+++ Available data

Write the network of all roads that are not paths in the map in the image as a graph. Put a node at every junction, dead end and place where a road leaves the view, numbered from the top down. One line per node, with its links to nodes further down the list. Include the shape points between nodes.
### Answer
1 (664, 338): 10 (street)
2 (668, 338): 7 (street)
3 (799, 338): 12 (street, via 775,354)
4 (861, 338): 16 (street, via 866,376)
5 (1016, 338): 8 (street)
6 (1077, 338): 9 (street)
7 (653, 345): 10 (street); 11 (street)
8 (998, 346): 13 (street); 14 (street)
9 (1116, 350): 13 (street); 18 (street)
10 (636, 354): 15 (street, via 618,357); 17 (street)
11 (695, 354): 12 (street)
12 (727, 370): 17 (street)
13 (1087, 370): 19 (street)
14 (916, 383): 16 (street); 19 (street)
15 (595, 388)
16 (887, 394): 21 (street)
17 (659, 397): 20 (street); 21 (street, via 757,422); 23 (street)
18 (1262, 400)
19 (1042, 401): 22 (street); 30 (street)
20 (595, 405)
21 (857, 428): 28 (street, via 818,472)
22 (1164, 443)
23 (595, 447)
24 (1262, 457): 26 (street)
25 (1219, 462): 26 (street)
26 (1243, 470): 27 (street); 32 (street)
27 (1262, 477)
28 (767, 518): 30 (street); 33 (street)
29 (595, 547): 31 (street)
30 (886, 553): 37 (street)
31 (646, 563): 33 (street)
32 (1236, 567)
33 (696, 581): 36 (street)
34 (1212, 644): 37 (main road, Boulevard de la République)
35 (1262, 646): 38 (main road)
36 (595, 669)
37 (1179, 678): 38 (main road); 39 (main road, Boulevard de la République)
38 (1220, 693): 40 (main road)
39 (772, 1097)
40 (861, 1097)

++++++

__About this exercise__.
Every entry above should come back exactly as written.

__Response below__.
Write the network of all roads that are not paths in the map in the image as a graph. Put a node at every junction, dead end and place where a road leaves the view, numbered from the top down. One line per node, with its links to nodes further down the list. Include the shape points between nodes.
### Answer
1 (664, 338): 10 (street)
2 (668, 338): 7 (street)
3 (799, 338): 12 (street, via 775,354)
4 (861, 338): 16 (street, via 866,376)
5 (1016, 338): 8 (street)
6 (1077, 338): 9 (street)
7 (653, 345): 10 (street); 11 (street)
8 (998, 346): 13 (street); 14 (street)
9 (1116, 350): 13 (street); 18 (street)
10 (636, 354): 15 (street, via 618,357); 17 (street)
11 (695, 354): 12 (street)
12 (727, 370): 17 (street)
13 (1087, 370): 19 (street)
14 (916, 383): 16 (street); 19 (street)
15 (595, 388)
16 (887, 394): 21 (street)
17 (659, 397): 20 (street); 21 (street, via 757,422); 23 (street)
18 (1262, 400)
19 (1042, 401): 22 (street); 30 (street)
20 (595, 405)
21 (857, 428): 28 (street, via 818,472)
22 (1164, 443)
23 (595, 447)
24 (1262, 457): 26 (street)
25 (1219, 462): 26 (street)
26 (1243, 470): 27 (street); 32 (street)
27 (1262, 477)
28 (767, 518): 30 (street); 33 (street)
29 (595, 547): 31 (street)
30 (886, 553): 37 (street)
31 (646, 563): 33 (street)
32 (1236, 567)
33 (696, 581): 36 (street)
34 (1212, 644): 37 (main road, Boulevard de la République)
35 (1262, 646): 38 (main road)
36 (595, 669)
37 (1179, 678): 38 (main road); 39 (main road, Boulevard de la République)
38 (1220, 693): 40 (main road)
39 (772, 1097)
40 (861, 1097)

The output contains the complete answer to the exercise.